Branch vs. LLC: side-by-side

Factor Branch LLC
Legal personality None (part of parent) Separate entity
Parent liability Unlimited Limited to capital
CIT 20% 20%
WHT on profit remittance 5% 5% on dividends to non-residents
Parent track record in bids Flows directly May need parent guarantee
Local partners/equity Not possible Yes
Exit/wind-down Deregistration (simpler) Liquidation (more complex)
Saudization Same rules Same rules

Common mistakes

  1. Underestimating parent exposure. The parent is on the hook for everything the branch does. Ensure your risk, legal, and insurance teams have signed off on the structure.
  2. Ignoring WHT on remittances. Branch profit remittances to head office attract withholding tax. This is a real cash cost that compounds over time. Model it explicitly in your Saudi business case, and confirm the applicable rate with tax counsel.
  3. Assuming the branch avoids Saudization. It does not. Branch employees count toward Nitaqat quotas just like LLC employees.
  4. Failing to appoint a competent Saudi representative. The representative has significant authority under the power of attorney. Choose carefully and define the scope precisely.
  5. Not planning the exit. While branch deregistration is simpler than LLC liquidation, it still requires clearing all liabilities, settling employee entitlements, and obtaining ZATCA clearance. Budget time and cost for an orderly wind-down.

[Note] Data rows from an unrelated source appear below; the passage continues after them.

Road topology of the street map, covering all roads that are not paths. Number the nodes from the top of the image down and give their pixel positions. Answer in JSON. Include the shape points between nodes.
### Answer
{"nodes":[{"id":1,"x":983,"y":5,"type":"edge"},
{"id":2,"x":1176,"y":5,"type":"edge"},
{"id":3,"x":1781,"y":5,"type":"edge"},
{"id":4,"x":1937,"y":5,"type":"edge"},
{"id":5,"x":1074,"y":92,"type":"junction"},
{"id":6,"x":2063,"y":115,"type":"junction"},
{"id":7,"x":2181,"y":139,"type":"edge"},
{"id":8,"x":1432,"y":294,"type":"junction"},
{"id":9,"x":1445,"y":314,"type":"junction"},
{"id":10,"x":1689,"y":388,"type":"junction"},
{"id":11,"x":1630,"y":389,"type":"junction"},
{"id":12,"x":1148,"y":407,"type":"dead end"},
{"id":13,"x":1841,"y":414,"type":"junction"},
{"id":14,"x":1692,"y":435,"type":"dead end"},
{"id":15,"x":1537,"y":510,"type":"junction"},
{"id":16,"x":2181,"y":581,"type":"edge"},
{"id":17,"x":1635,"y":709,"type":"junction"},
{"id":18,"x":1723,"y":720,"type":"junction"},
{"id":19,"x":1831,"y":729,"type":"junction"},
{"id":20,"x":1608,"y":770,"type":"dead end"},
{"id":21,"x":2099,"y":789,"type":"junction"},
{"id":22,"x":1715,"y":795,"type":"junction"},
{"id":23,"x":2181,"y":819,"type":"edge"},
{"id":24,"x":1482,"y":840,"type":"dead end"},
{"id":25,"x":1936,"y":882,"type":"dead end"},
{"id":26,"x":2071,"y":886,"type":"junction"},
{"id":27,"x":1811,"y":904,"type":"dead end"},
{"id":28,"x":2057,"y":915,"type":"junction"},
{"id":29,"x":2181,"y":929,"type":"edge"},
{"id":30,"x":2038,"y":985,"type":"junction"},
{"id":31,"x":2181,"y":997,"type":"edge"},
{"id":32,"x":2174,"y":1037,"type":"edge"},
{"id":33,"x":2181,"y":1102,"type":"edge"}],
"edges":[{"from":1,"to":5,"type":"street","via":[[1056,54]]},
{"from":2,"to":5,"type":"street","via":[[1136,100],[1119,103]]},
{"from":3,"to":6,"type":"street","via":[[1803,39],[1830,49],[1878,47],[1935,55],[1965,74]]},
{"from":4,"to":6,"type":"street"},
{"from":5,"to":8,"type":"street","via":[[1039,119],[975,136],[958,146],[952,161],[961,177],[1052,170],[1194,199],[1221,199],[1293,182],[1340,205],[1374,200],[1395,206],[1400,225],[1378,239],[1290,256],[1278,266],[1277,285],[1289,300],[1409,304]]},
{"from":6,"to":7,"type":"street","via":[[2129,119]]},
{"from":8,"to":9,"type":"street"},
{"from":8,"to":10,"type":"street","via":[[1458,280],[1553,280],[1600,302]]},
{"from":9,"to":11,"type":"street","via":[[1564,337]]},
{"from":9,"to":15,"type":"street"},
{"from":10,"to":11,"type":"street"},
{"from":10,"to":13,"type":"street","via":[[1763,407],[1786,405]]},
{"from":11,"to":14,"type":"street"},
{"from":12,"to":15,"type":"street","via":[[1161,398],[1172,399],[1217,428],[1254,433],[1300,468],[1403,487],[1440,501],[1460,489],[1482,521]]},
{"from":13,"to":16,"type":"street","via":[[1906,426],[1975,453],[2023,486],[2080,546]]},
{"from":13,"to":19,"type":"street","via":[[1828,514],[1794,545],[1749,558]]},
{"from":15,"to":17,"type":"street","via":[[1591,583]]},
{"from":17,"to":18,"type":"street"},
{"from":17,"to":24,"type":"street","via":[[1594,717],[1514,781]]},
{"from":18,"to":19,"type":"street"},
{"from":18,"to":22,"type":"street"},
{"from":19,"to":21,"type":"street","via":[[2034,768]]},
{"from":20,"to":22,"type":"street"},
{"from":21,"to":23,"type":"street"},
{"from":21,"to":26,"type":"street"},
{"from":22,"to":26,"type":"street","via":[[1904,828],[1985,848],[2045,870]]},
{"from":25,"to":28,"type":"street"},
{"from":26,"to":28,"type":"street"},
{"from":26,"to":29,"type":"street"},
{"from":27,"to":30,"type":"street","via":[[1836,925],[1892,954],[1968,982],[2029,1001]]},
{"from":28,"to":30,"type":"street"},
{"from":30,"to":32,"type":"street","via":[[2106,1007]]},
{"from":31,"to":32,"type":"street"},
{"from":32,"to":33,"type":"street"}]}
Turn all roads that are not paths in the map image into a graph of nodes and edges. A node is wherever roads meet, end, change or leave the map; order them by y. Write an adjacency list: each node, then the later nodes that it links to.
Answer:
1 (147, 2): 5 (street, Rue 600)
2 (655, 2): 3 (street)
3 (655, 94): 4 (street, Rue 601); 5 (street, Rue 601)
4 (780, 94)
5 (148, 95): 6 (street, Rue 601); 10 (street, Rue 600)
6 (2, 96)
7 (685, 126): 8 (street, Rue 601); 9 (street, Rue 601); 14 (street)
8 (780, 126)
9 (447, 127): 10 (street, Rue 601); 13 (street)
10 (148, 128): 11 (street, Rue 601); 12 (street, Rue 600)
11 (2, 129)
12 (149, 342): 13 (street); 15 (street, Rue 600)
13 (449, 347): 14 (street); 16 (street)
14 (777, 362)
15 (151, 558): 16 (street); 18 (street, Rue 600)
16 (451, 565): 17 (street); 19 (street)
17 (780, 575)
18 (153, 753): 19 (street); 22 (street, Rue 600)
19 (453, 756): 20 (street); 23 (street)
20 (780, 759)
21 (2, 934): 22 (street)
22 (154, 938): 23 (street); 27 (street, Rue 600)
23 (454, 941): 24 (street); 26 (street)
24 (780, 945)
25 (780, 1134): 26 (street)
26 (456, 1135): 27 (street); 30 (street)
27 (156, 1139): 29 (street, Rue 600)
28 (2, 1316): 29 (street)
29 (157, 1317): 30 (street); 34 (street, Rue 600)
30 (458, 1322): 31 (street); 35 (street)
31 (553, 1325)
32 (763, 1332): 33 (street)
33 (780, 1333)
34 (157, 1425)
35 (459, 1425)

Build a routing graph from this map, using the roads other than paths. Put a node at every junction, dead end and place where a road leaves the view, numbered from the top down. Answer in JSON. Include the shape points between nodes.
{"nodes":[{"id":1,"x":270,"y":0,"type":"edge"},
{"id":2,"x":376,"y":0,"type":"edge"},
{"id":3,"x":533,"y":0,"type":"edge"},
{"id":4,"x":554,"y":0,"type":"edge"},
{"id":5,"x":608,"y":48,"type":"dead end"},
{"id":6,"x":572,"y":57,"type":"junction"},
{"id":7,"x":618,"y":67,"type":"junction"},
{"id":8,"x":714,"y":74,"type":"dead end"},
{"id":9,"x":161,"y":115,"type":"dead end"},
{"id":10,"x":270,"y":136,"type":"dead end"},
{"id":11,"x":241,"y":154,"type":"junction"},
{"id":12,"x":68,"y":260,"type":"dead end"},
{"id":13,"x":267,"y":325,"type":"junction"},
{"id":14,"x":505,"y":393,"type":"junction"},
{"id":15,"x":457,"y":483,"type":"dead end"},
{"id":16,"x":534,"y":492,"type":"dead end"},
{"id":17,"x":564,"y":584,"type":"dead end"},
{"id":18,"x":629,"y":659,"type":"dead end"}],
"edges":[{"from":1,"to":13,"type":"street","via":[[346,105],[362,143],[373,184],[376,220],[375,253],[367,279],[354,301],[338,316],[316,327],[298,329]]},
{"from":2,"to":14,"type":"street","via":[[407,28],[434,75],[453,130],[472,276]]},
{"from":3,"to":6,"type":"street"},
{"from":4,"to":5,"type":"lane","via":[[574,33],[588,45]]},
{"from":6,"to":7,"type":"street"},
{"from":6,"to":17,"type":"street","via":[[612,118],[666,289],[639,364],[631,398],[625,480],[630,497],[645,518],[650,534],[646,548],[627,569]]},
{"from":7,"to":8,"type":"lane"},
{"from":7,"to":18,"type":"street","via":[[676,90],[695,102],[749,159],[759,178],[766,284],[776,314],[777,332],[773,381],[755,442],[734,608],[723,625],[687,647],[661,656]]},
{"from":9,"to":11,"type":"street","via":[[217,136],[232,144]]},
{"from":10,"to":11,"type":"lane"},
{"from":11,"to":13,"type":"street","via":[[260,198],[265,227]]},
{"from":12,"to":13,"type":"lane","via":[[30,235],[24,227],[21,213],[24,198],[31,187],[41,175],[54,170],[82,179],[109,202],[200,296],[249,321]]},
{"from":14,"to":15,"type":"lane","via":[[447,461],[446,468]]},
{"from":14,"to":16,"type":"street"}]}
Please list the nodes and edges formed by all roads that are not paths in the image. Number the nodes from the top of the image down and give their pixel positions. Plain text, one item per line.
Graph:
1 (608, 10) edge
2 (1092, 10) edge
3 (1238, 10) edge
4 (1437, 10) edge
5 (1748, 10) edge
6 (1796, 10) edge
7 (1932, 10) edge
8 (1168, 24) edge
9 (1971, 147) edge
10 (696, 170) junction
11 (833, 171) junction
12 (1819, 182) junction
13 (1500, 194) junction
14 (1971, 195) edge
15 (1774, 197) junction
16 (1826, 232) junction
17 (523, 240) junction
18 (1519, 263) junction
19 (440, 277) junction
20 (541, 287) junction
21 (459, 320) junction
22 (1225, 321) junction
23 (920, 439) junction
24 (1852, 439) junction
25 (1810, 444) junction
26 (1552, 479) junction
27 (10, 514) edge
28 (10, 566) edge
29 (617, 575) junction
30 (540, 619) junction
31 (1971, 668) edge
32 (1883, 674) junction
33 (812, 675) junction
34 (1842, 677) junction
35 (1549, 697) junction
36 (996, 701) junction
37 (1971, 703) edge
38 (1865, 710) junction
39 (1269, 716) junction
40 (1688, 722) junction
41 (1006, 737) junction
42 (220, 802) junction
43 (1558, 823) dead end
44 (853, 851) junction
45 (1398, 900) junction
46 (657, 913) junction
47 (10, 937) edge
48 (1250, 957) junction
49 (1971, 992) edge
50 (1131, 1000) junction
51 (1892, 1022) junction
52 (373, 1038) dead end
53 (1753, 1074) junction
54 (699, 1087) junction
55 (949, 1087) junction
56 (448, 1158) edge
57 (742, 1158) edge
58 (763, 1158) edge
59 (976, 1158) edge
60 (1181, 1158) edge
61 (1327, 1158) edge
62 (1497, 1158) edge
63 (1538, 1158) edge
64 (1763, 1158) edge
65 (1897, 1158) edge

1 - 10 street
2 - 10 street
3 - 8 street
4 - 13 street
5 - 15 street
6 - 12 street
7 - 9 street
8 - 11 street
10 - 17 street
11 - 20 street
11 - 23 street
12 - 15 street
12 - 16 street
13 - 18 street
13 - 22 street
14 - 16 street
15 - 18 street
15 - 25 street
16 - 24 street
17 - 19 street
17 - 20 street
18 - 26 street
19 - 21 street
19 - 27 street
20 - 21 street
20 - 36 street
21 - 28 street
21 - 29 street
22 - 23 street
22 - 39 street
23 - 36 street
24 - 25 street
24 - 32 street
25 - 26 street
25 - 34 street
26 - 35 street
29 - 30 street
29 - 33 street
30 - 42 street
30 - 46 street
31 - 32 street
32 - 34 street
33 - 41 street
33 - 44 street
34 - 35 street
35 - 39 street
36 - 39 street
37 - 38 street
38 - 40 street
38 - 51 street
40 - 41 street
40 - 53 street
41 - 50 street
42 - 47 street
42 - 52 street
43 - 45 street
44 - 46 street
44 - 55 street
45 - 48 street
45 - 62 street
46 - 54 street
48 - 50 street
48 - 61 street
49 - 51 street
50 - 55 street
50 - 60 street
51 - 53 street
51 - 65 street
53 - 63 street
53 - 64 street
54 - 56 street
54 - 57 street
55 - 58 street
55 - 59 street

Frequently asked questions

Can a branch bid on Saudi government contracts?

Yes. Saudi Arabia allows branches to participate in government tenders. The parent company's qualifications and track record can be referenced directly. However, large multinationals should also check the RHQ mandate for additional requirements.

Does the parent need to deposit capital in Saudi Arabia?

There is no separate statutory capital requirement for a branch. However, MISA may require evidence of the parent company's financial strength, and banks will assess the branch's expected transaction volumes when opening the account.

Can a branch be converted to an LLC?

Not directly. The branch must be deregistered and a new LLC incorporated. In practice, this involves transferring contracts, employees, and assets from the branch to the new entity, which requires careful planning and regulatory coordination.

Is there a maximum duration for a branch?

The MISA license and CR are renewable. There is no inherent maximum duration, though project-specific branches may be tied to contract timelines.

How is the branch taxed if the parent is in a treaty country?

Saudi Arabia has double tax treaties with many jurisdictions. Treaty provisions may reduce WHT rates on certain payments. The 20% CIT on branch profits generally applies regardless of treaty status, but the treaty may provide relief against double taxation in the parent's jurisdiction.